» EXERCISE OBJECTIVE: Print, exactly and completely, every entry in the data.

START INFORMATION PROVIDED

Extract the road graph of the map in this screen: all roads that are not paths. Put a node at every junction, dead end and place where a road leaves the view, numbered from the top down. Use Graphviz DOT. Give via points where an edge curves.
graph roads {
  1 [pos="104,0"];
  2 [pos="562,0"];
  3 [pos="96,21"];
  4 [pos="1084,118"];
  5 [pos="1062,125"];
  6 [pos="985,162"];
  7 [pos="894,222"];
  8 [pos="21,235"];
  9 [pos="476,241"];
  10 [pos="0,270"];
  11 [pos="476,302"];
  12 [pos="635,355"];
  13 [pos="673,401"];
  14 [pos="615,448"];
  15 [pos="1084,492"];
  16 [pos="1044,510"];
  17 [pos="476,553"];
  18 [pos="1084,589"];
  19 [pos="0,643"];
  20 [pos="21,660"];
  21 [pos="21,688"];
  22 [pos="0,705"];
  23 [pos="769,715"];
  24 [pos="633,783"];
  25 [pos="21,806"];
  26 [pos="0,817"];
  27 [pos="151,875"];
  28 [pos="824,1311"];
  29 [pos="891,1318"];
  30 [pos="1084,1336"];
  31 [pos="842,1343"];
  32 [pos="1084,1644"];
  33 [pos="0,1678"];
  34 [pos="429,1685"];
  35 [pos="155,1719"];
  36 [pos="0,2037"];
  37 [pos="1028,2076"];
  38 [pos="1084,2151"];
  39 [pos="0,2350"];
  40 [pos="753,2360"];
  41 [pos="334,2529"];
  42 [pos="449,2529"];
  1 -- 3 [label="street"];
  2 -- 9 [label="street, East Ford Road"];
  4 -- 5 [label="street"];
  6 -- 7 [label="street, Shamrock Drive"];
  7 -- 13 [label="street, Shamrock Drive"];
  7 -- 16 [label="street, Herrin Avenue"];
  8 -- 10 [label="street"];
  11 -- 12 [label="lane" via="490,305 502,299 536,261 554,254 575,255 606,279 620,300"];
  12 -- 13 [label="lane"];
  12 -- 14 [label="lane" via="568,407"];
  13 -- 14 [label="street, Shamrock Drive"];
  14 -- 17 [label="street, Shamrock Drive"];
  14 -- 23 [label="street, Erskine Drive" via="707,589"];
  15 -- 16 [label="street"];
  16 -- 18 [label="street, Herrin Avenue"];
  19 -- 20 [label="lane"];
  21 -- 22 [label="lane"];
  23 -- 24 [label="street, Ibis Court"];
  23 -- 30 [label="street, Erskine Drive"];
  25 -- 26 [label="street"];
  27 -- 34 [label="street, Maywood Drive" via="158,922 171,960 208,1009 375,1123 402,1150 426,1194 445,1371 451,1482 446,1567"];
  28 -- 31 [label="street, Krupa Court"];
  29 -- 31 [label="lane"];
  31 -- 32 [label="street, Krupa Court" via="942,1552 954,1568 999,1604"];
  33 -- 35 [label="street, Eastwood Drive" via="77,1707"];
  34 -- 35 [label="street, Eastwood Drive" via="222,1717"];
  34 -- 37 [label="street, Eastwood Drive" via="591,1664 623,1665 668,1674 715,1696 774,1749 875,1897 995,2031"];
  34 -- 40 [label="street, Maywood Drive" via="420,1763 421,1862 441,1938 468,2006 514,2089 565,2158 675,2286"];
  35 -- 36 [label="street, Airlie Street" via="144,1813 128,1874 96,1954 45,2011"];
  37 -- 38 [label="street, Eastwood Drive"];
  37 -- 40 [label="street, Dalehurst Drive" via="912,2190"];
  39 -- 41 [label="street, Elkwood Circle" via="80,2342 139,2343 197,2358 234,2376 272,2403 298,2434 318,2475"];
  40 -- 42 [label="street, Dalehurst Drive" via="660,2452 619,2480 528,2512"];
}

END INFORMATION PROVIDED

» RESPONSE TO THE EXERCISE:
Extract the road graph of the map in this screen: all roads that are not paths. Put a node at every junction, dead end and place where a road leaves the view, numbered from the top down. Use Graphviz DOT. Give via points where an edge curves.
graph roads {
  1 [pos="104,0"];
  2 [pos="562,0"];
  3 [pos="96,21"];
  4 [pos="1084,118"];
  5 [pos="1062,125"];
  6 [pos="985,162"];
  7 [pos="894,222"];
  8 [pos="21,235"];
  9 [pos="476,241"];
  10 [pos="0,270"];
  11 [pos="476,302"];
  12 [pos="635,355"];
  13 [pos="673,401"];
  14 [pos="615,448"];
  15 [pos="1084,492"];
  16 [pos="1044,510"];
  17 [pos="476,553"];
  18 [pos="1084,589"];
  19 [pos="0,643"];
  20 [pos="21,660"];
  21 [pos="21,688"];
  22 [pos="0,705"];
  23 [pos="769,715"];
  24 [pos="633,783"];
  25 [pos="21,806"];
  26 [pos="0,817"];
  27 [pos="151,875"];
  28 [pos="824,1311"];
  29 [pos="891,1318"];
  30 [pos="1084,1336"];
  31 [pos="842,1343"];
  32 [pos="1084,1644"];
  33 [pos="0,1678"];
  34 [pos="429,1685"];
  35 [pos="155,1719"];
  36 [pos="0,2037"];
  37 [pos="1028,2076"];
  38 [pos="1084,2151"];
  39 [pos="0,2350"];
  40 [pos="753,2360"];
  41 [pos="334,2529"];
  42 [pos="449,2529"];
  1 -- 3 [label="street"];
  2 -- 9 [label="street, East Ford Road"];
  4 -- 5 [label="street"];
  6 -- 7 [label="street, Shamrock Drive"];
  7 -- 13 [label="street, Shamrock Drive"];
  7 -- 16 [label="street, Herrin Avenue"];
  8 -- 10 [label="street"];
  11 -- 12 [label="lane" via="490,305 502,299 536,261 554,254 575,255 606,279 620,300"];
  12 -- 13 [label="lane"];
  12 -- 14 [label="lane" via="568,407"];
  13 -- 14 [label="street, Shamrock Drive"];
  14 -- 17 [label="street, Shamrock Drive"];
  14 -- 23 [label="street, Erskine Drive" via="707,589"];
  15 -- 16 [label="street"];
  16 -- 18 [label="street, Herrin Avenue"];
  19 -- 20 [label="lane"];
  21 -- 22 [label="lane"];
  23 -- 24 [label="street, Ibis Court"];
  23 -- 30 [label="street, Erskine Drive"];
  25 -- 26 [label="street"];
  27 -- 34 [label="street, Maywood Drive" via="158,922 171,960 208,1009 375,1123 402,1150 426,1194 445,1371 451,1482 446,1567"];
  28 -- 31 [label="street, Krupa Court"];
  29 -- 31 [label="lane"];
  31 -- 32 [label="street, Krupa Court" via="942,1552 954,1568 999,1604"];
  33 -- 35 [label="street, Eastwood Drive" via="77,1707"];
  34 -- 35 [label="street, Eastwood Drive" via="222,1717"];
  34 -- 37 [label="street, Eastwood Drive" via="591,1664 623,1665 668,1674 715,1696 774,1749 875,1897 995,2031"];
  34 -- 40 [label="street, Maywood Drive" via="420,1763 421,1862 441,1938 468,2006 514,2089 565,2158 675,2286"];
  35 -- 36 [label="street, Airlie Street" via="144,1813 128,1874 96,1954 45,2011"];
  37 -- 38 [label="street, Eastwood Drive"];
  37 -- 40 [label="street, Dalehurst Drive" via="912,2190"];
  39 -- 41 [label="street, Elkwood Circle" via="80,2342 139,2343 197,2358 234,2376 272,2403 298,2434 318,2475"];
  40 -- 42 [label="street, Dalehurst Drive" via="660,2452 619,2480 528,2512"];
}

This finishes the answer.